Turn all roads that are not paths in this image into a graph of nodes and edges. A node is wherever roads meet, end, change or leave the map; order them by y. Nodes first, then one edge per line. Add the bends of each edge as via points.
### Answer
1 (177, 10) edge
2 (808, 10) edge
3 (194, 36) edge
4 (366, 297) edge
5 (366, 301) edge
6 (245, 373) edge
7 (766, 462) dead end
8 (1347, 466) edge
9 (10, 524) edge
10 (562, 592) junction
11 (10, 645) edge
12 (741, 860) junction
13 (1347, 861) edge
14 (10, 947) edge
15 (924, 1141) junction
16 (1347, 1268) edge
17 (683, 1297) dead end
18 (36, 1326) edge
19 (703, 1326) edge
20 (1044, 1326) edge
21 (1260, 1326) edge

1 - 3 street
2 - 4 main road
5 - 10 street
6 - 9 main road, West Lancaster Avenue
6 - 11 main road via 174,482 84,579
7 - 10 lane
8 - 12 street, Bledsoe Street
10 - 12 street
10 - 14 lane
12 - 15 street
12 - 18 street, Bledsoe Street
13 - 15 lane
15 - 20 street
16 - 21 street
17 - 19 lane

##########

◆ Exercise brief: The entries above must be copied verbatim. Leave none out.

◆ Task output:
Turn all roads that are not paths in this image into a graph of nodes and edges. A node is wherever roads meet, end, change or leave the map; order them by y. Nodes first, then one edge per line. Add the bends of each edge as via points.
### Answer
1 (177, 10) edge
2 (808, 10) edge
3 (194, 36) edge
4 (366, 297) edge
5 (366, 301) edge
6 (245, 373) edge
7 (766, 462) dead end
8 (1347, 466) edge
9 (10, 524) edge
10 (562, 592) junction
11 (10, 645) edge
12 (741, 860) junction
13 (1347, 861) edge
14 (10, 947) edge
15 (924, 1141) junction
16 (1347, 1268) edge
17 (683, 1297) dead end
18 (36, 1326) edge
19 (703, 1326) edge
20 (1044, 1326) edge
21 (1260, 1326) edge

1 - 3 street
2 - 4 main road
5 - 10 street
6 - 9 main road, West Lancaster Avenue
6 - 11 main road via 174,482 84,579
7 - 10 lane
8 - 12 street, Bledsoe Street
10 - 12 street
10 - 14 lane
12 - 15 street
12 - 18 street, Bledsoe Street
13 - 15 lane
15 - 20 street
16 - 21 street
17 - 19 lane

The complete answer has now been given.